“I am not sure that I follow you,” Valentine said, curbing a certain inclination to agitation. “I was given to understand you were very happy.”
“I hardly know who could have given you that statement,” Kestridge said slowly. “I have never been happy with my wife, never. I never cared for Winnie. She was the one of the family I never cared about.”
“And yet you married her!” Valentine said, very coldly, and with a great deal of reproach. He resented this kind of confidence.
“And yet I married her, as you say,” Hubert Kestridge repeated, and then he looked up, “or rather, she married me. Ambleton, let me speak out to you! I know you to be the soul of honor. I want you to judge, and tell me if I am doing right or wrong.”
“The duty is too solemn,” Valentine began, but the other went rushing into speech.
“We married—put the blame on whom you will—we married; yes, but my heart was never given in marriage. I had given it long before. Have you ever seen Polly?” he queried, suddenly. “It is Polly I love—Polly I have loved from the first!”
“Take care, man!” Valentine said, in a stifled sort of way. By what chance did this thing come to him now?
“Oh! I do no harm by saying this to you,” Hubert said, half recklessly. “You are the sort of friend one trusts to death. Yes, it is Polly I have loved, and yet I married Winnie. How did it come about? Oh! it was easy enough for my wife to twist and turn and maneuver things so that she made me believe I was hateful to Polly and dear to herself. I have her own word for this. We have quarreled many times, but never as we quarreled last night. Things were put clearly enough between us then. Winnie has a keen tongue and uses it well. She left me little that was pleasant to remember, I can tell you, for no man cares to acknowledge himself a fool, and this is what she proved me to be. After all, Ambleton, we are fools in a clever woman’s hands! Winnie twisted me just as she willed. It was the hour of their poverty. She hates poverty. I was available as a means of escape from her home life. What was easier than to throw dust in my eyes? Polly, strange, lovely little creature as she is, was hard and cold to me.
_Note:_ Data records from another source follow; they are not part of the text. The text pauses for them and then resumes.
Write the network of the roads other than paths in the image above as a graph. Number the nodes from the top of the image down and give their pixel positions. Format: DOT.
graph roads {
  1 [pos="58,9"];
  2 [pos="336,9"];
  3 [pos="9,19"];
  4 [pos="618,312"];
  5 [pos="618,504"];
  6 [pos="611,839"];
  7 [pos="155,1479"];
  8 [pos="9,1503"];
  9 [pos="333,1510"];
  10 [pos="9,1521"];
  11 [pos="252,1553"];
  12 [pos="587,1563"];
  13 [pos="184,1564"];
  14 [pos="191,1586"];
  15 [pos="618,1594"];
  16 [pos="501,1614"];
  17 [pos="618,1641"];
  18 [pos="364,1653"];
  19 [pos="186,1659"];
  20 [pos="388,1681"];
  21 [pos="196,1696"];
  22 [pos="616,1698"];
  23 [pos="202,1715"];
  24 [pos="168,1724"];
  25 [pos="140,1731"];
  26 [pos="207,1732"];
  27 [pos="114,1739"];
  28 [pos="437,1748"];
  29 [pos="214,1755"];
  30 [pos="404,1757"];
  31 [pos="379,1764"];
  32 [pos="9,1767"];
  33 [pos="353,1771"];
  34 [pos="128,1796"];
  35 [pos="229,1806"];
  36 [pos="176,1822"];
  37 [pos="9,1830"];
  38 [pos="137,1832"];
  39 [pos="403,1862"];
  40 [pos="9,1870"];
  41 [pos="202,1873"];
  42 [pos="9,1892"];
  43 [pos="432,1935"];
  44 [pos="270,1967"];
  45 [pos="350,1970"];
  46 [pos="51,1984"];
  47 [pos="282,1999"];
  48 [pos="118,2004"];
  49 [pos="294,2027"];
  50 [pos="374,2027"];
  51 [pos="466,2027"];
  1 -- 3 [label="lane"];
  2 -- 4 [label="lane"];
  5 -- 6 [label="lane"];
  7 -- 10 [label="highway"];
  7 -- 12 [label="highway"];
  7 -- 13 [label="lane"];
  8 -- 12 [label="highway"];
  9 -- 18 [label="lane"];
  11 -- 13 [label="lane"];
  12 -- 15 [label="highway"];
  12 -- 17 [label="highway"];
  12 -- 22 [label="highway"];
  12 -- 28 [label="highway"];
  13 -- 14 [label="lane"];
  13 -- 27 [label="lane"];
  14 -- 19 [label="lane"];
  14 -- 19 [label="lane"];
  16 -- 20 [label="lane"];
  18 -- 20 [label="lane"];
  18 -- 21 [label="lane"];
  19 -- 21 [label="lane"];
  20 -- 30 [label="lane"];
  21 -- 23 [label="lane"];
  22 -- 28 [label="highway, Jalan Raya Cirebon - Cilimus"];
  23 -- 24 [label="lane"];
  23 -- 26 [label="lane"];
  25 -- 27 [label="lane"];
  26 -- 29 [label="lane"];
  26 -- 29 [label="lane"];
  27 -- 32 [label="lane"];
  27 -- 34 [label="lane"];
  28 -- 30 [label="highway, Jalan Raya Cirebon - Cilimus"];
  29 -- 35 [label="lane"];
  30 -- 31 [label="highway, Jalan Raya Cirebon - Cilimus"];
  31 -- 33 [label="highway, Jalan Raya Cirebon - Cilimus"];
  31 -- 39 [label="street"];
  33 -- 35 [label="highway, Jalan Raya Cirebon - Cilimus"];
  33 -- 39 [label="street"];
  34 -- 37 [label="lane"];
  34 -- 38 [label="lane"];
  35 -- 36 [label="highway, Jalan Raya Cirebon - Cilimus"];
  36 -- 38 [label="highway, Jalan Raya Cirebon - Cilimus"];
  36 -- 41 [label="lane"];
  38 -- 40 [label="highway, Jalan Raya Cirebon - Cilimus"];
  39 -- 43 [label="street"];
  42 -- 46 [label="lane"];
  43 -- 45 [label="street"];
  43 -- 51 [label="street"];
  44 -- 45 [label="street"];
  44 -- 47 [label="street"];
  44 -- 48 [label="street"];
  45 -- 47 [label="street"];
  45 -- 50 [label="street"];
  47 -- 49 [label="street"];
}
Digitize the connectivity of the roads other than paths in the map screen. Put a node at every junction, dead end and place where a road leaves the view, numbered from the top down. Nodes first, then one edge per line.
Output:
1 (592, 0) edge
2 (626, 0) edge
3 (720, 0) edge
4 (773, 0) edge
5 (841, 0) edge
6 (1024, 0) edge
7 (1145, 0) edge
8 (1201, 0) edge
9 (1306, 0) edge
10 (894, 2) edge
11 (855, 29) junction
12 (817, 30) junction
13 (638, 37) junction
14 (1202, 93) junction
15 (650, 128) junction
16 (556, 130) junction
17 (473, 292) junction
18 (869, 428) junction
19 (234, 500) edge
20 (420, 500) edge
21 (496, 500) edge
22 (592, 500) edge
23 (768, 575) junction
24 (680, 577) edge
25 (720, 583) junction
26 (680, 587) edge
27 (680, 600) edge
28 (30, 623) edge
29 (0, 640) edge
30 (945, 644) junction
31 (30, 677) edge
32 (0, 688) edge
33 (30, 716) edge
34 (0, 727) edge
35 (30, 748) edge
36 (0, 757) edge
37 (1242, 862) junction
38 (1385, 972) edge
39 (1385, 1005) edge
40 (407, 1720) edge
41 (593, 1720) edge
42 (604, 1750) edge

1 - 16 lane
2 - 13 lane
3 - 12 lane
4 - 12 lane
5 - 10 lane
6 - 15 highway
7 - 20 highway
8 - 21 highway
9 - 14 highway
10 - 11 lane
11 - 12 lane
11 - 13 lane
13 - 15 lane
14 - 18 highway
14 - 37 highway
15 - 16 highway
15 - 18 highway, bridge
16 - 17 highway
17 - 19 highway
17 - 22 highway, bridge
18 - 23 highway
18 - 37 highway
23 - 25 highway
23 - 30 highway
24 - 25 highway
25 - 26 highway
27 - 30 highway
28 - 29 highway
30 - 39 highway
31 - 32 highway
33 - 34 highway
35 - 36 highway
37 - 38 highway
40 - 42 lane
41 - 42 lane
She refused me mere friendship. She slighted me on every occasion. She lent strong color to all Winnie told me, and yet sure I ought to have understood her,” the man said here, bitterly enough. “She is made of different stuff to either of her sisters. The very thing that drew Winnie to me kept Polly away. Had she grown rich instead of poor, I might—who can tell?—have stood in a very different position to what I am now.”
There was silence a moment, between them, and then Valentine spoke.
“Do you do yourself any good by saying all this, Kestridge?” he asked, gently enough, though in truth, he was not utterly in sympathy with Hubert.